I remember a discussion about this idea in the early days of the ACME protocol, but it never made it in. One of our colleagues argued that it would be useful because in some cases there could legitimately be a delay between the CA’s knowledge that a certificate must be revoked and the actual revocation event. I think other colleagues found it hard to imagine that the CA could appropriately delay the actual revocation. But in the current incident, we’ve seen a case where the first colleague’s intuition was exactly right.
fetching OCSP for stapling may help: https://twitter.com/caddyserver/status/1234874273724084226 that way, when an OCSP response fetched says “revoked” there is still time to renew the cerficate until the previous OCSP response is expired, so no downtime!
Would it be onerous for Boulder to provide an API endpoint that checks for a certificates’ “revocation pending” status? Perhaps by the serial number or something else that is small in size and does not require the overhead of authentication. Clients like Certbot would check that endpoint every 3 days (Considering the BR states 5 days)
We’ve had numerous internal discussions about some sort of generalized ‘renewal hinting’ API that clients could use to learn not just about immediate renewal needs (i.e. because of revocation), but also about generally when the CA thinks the client should renew.
We’re planning on writing up some of our internal notes on this topic and presenting it to client developers and the community to get feedback in the near future.
It would be awesome if this could also get standardized (like the ACME protocol). Who knows, maybe even as an ACME extension?
Unfortunately I’m not allowed to edit the post, but it should be clarified that “this event” was referring to revoking-certain-certificates-on-march-4.

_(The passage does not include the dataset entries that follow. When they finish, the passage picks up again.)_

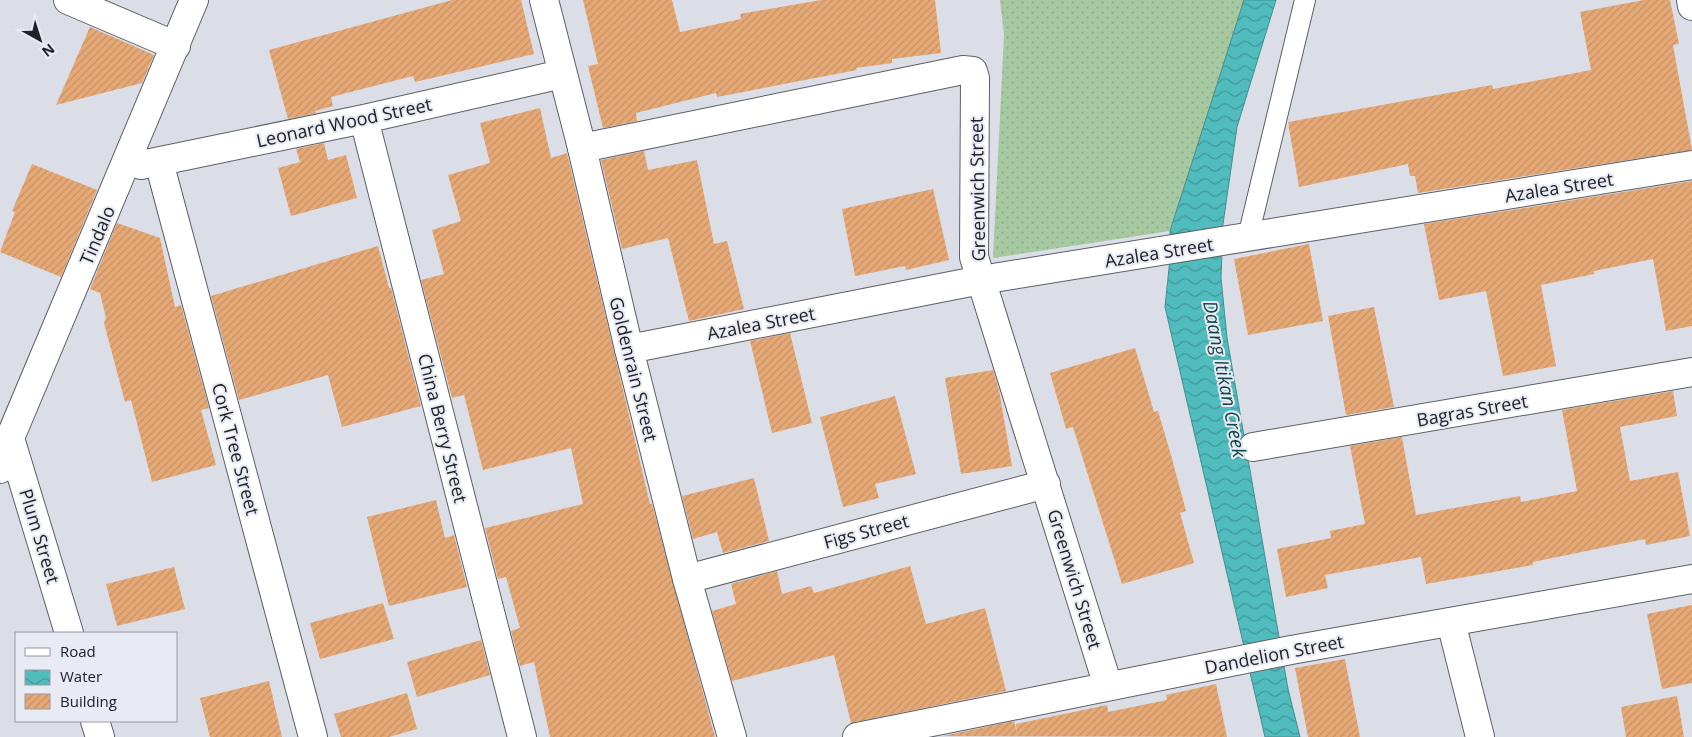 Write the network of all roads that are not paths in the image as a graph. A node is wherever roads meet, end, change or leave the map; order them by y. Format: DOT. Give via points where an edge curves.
graph roads {
  1 [pos="68,0"];
  2 [pos="194,0"];
  3 [pos="544,0"];
  4 [pos="1306,0"];
  5 [pos="1691,0"];
  6 [pos="1692,6"];
  7 [pos="176,46"];
  8 [pos="562,74"];
  9 [pos="364,119"];
  10 [pos="582,148"];
  11 [pos="159,162"];
  12 [pos="1692,165"];
  13 [pos="126,168"];
  14 [pos="1236,239"];
  15 [pos="981,280"];
  16 [pos="629,349"];
  17 [pos="1692,372"];
  18 [pos="10,438"];
  19 [pos="1253,447"];
  20 [pos="0,469"];
  21 [pos="1046,484"];
  22 [pos="686,579"];
  23 [pos="1692,579"];
  24 [pos="1451,622"];
  25 [pos="69,632"];
  26 [pos="1108,686"];
  27 [pos="95,722"];
  28 [pos="100,737"];
  29 [pos="313,737"];
  30 [pos="522,737"];
  31 [pos="732,737"];
  32 [pos="857,737"];
  33 [pos="1480,737"];
  1 -- 7 [label="street"];
  2 -- 7 [label="street, Tindalo"];
  3 -- 8 [label="street, Goldenrain Street"];
  4 -- 14 [label="lane"];
  5 -- 6 [label="street"];
  7 -- 13 [label="street, Tindalo"];
  8 -- 9 [label="street, Leonard Wood Street"];
  8 -- 10 [label="street, Goldenrain Street"];
  9 -- 11 [label="street, Leonard Wood Street"];
  9 -- 30 [label="street, China Berry Street"];
  10 -- 15 [label="street, Greenwich Street" via="963,70 973,71 976,78 974,257"];
  10 -- 16 [label="street, Goldenrain Street"];
  11 -- 13 [label="street, Leonard Wood Street"];
  11 -- 29 [label="street, Cork Tree Street"];
  12 -- 14 [label="street, Azalea Street"];
  13 -- 18 [label="street, Tindalo"];
  14 -- 15 [label="street, Azalea Street"];
  15 -- 16 [label="street, Azalea Street"];
  15 -- 21 [label="street, Greenwich Street"];
  16 -- 22 [label="street, Goldenrain Street"];
  17 -- 19 [label="street, Bagras Street"];
  18 -- 20 [label="street, Tindalo"];
  18 -- 25 [label="street, Plum Street"];
  21 -- 22 [label="street, Figs Street"];
  21 -- 26 [label="street, Greenwich Street"];
  22 -- 31 [label="street, Goldenrain Street"];
  23 -- 24 [label="street, Dandelion Street"];
  24 -- 26 [label="street, Dandelion Street"];
  24 -- 33 [label="street"];
  26 -- 32 [label="street, Dandelion Street"];
  27 -- 28 [label="street"];
}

What would be the advantage compared to using the OCSP and relying on the duration of the validity of the answer?
If the website uses OCSP stapling, with Certbot 1.3.0 who check the OCSP answer, I think any downtime can be avoided:
- When the certificate is expired, until the new OCSP - revoke - answer is signed, the server can still serve the valid previous valid OCSP answer
- The OCSP revoked answer is published
- Certbot detects it and renew the certificate
- During that time the server continue to provide the old valid OCSP response
If the server fetch every day a fresh OCSP response and run Certbot every day, when the certificate is revoked the server have then around six days to renew it (because fresh OCSP response are signed daily and are valid 7 days: OCSP server update frequency and/or schedule?)
I fell it’s better for the ecosystem to improve OCSP stapling than extending the ACME protocol in that case (but both solution can be complementary!): https://letsencrypt.org/fr/docs/integration-guide/#implement-ocsp-stapling
@tdelmas, that suggestion is very interesting; but do you know if there are any TLS clients that will ignore OCSP stapling and still make their own independent OCSP query?
I’m not aware of any, more testing could be done using a recently expired certificate with browsers that do check OCSP.
Couldn’t certbot just make the OCSP request itself to the CA, without concern for ocsp stapling by the website?
In @tdelmas’s idea the web server deliberately serves an older OCSP response in order to get clients to continue accepting an already-revoked certificate until the expiration of the OCSP signature.
Yes, with the new version of Certbot, if you set-up a cron every day (or every hour), you can reduce the downtime, the certificate will be renewed.
But between the revocation and the renewal, some web browsers could fail to connect if you don’t have OCSP stapling too, because they will fetch the OCSP themselves and get the last one with the “revoked” status.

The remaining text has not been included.